With the title of Part Three, Conrad completes contruction of the massive symbol that dominates the end of the novel. The silver, which titled Part One, has now been moved to the Isabel, which titled Part Two. The climax is the titular lighthouse which is built on top of them in Chapter 3-12.

Symbolically, the silver represents the dream-ideal, while the Isabels represent individual souls isolated in the gulf of subjectivity. The movement of the silver to the "Great" Isabel stands, I believe, for a historical progression: the transfer of ideals away from mass social crusades, to the new modern ideal of subjective individual self-fulfilment. It is fitting that the transfer was made by Nostromo and Decoud, two characters who resist in their own ways the destructive dream-ideals of history. The new ideal of the individual soul is one that Nostromo celebrates throughout in the form of "character," the unique and valuable personality, the only saving grace of that subjectivity which isolates us and causes political tragedy. What remains for Part Three is the lighthouse, which dramatically evokes the solitary soul reaching out into the darkness. Literarily, the lighthouse represents the novel itself -- the attempt to communicate truth and feeling across the subjective gulf. Politically, it represents the dream of a society founded on compassion for the inner soul, the final transcending of the cycle of conquest and revolution. In the pessimistic night of Nostromo's worldview it is, to use Mr Gould Sr's phrase, the "ray of hope."

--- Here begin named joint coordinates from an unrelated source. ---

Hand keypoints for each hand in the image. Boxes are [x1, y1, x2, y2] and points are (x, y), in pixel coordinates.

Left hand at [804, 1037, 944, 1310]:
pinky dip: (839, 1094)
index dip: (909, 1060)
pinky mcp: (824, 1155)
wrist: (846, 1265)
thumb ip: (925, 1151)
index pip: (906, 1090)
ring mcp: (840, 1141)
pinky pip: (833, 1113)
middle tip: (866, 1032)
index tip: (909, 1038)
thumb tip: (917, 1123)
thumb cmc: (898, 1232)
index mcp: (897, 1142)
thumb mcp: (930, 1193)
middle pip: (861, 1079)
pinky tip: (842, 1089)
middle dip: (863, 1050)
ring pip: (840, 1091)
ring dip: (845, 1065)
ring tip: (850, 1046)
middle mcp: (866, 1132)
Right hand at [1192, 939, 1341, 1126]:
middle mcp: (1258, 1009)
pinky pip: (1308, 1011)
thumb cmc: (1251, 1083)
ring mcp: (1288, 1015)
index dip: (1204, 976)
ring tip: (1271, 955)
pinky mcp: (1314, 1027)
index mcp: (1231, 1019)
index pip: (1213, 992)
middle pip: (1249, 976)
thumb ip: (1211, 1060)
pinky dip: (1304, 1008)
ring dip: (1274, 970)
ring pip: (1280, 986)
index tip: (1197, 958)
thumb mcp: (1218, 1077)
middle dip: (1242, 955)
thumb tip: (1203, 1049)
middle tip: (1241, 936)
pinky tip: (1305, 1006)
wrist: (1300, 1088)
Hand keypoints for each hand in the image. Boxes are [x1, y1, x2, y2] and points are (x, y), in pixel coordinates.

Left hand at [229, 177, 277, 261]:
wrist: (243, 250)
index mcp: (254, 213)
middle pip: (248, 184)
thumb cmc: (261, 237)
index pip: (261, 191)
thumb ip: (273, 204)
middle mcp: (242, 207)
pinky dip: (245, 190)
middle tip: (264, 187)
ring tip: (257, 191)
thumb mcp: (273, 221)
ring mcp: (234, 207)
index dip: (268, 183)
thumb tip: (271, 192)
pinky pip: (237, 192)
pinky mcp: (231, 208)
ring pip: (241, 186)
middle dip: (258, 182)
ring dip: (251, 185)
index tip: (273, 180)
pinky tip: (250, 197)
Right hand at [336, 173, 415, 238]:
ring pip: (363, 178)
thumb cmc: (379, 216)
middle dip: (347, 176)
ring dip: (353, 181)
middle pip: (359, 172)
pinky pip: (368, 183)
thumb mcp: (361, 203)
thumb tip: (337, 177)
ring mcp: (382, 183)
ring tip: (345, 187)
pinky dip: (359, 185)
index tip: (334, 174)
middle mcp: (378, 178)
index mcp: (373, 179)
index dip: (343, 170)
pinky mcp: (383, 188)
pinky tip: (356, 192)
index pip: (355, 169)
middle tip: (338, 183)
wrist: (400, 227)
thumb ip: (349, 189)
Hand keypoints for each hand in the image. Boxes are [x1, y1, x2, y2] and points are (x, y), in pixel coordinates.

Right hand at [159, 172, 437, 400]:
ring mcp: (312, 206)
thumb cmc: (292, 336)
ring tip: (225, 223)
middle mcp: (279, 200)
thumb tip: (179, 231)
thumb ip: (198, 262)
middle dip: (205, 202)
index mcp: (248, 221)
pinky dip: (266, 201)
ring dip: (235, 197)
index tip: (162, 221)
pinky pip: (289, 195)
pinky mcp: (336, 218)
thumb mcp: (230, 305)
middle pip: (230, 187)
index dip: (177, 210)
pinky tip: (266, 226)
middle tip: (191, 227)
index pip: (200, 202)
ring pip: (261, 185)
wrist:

Part Three opens with the anarchy of disunity, then shows society knitting itself back together after the long night of Separatism and disillusionment. The dream-ideal of Unity must be reestablished; the alternative is not only social chaos but an "utter scepticism" whose consequences are graphically illustrated by the suicide of Decoud. But it can only be reestablished as a suffocating fiction, demonstrated through the device of Captain Mitchell's pompous tour-guide narrative in the modern Sulaco. Part Three, however, is mostly Nostromo's story, and through him the story of the laboring class' turn to socialism. He awakens a changed man, disillusioned with his previous fidelity to the rulers and newly class-conscious. Though he pretends to return to his old fidelity, in reality he secretly keeps the cache of silver for purposes of personal gain and "vengeance." This arrangement symbolizes the socialist consciousness, in which the People continue to labor for the exploitative society without loyalty to it, the while nurturing secret dreams of vengeance and liberation.

The novel reaches an epic crescendo with the masterful drama of Nostromo seeking marriage, an allegorical tale that represents mankind seeking a "state" of love. That utopian state, transcending conquest and property, is represented by Giselle, but Nostromo can only yearn for her while maintaining a sham engagement to Linda, reflecting the People's sham allegiance to the exploiting society. Torn between illicit love and illicit wealth, tragically seeking to combine them (into the utopian vision), he meets his end in a case of mistaken identity, but the People live on in a "cry of undying passion" from the lighthouse tower.